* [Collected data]
:::

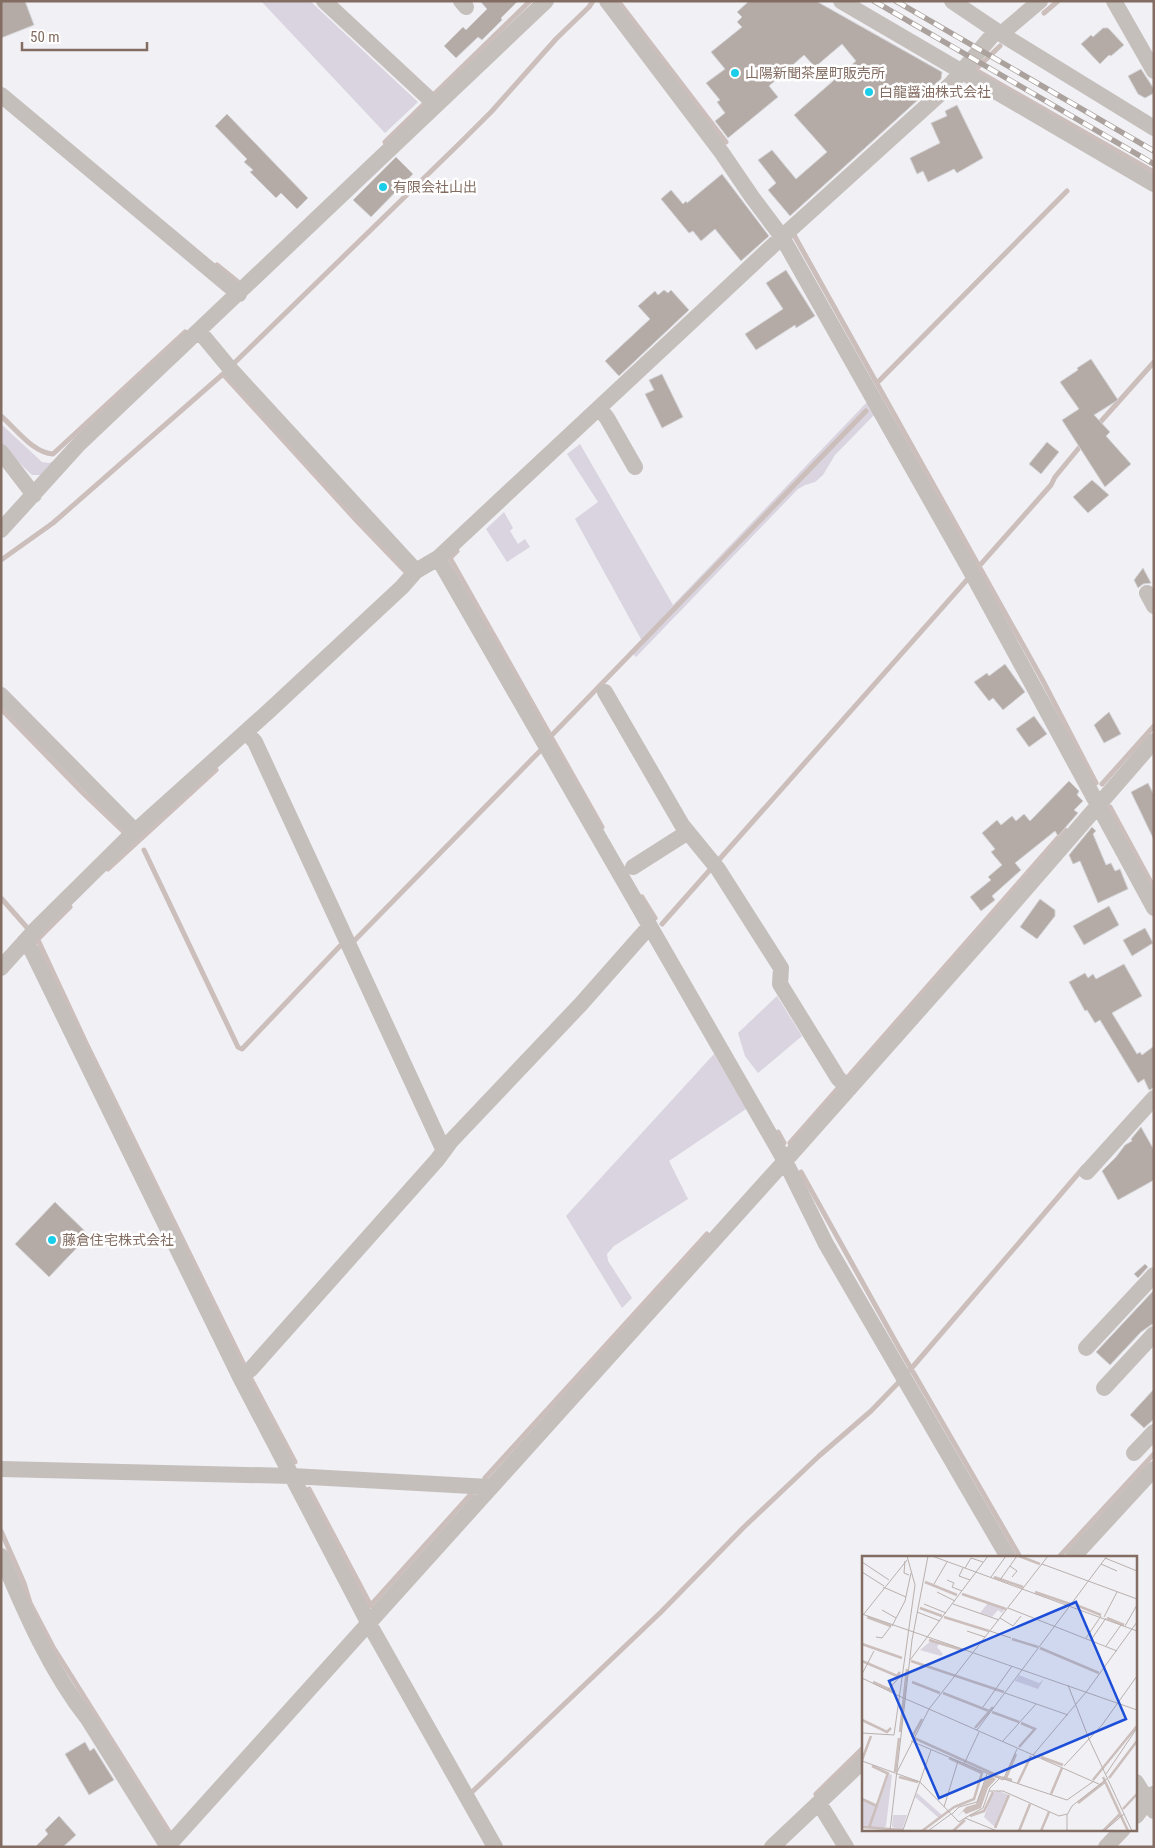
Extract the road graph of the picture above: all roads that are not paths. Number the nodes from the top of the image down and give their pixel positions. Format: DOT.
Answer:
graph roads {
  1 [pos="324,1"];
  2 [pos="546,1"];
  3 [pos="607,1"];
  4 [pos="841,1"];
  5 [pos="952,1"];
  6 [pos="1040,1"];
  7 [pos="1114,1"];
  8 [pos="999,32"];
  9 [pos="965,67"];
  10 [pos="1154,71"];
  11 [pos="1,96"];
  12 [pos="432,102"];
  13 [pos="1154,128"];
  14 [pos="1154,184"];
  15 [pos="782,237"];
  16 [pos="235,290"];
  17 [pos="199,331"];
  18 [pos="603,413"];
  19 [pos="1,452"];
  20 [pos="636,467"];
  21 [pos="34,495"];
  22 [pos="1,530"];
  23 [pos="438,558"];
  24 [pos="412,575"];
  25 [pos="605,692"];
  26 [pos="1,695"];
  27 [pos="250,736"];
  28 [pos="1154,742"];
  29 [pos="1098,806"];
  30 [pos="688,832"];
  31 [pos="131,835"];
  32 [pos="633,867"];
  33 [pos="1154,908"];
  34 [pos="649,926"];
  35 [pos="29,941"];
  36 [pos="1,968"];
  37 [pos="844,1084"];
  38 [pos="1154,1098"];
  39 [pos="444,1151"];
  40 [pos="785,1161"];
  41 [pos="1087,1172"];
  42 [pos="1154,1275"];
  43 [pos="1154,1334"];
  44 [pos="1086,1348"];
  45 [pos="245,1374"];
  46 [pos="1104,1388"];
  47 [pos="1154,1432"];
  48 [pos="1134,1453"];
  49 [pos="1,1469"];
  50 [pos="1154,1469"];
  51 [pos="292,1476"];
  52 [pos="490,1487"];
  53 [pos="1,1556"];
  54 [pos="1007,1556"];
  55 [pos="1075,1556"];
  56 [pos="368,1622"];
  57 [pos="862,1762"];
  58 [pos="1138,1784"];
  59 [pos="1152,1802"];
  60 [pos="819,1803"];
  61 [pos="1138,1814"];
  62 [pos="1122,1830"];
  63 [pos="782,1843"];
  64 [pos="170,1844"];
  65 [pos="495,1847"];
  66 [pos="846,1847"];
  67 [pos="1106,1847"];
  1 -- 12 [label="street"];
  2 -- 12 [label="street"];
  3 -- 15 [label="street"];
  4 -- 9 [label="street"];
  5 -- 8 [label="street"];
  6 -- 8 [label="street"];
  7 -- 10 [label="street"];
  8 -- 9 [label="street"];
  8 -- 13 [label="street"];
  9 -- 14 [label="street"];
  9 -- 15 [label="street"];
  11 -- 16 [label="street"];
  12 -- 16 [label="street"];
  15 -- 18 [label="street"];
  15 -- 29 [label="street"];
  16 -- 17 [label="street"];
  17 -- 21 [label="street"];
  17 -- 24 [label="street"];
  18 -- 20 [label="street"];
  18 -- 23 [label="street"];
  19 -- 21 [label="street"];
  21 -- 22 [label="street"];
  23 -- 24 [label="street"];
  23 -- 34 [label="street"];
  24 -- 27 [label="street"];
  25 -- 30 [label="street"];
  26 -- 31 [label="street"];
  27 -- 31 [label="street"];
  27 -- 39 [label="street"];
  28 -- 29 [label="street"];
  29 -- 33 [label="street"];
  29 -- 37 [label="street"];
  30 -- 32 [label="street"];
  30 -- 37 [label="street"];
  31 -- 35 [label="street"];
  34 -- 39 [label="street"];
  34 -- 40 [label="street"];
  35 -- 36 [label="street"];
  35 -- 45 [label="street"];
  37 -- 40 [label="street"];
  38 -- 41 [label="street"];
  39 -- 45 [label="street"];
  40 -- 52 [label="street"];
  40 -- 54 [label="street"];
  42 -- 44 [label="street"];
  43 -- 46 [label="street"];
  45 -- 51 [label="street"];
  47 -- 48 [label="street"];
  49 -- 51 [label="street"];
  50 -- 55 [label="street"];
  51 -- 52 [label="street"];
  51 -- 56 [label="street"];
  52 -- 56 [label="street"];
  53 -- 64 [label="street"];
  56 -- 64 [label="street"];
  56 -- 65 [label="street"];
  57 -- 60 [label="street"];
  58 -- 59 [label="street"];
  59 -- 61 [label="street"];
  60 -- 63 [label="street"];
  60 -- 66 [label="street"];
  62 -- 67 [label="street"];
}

:::

* [What you have to do] Collect from the data above every line that includes "graph".

* [Task result]
Extract the road graph of the picture above: all roads that are not paths. Number the nodes from the top of the image down and give their pixel positions. Format: DOT.
graph roads {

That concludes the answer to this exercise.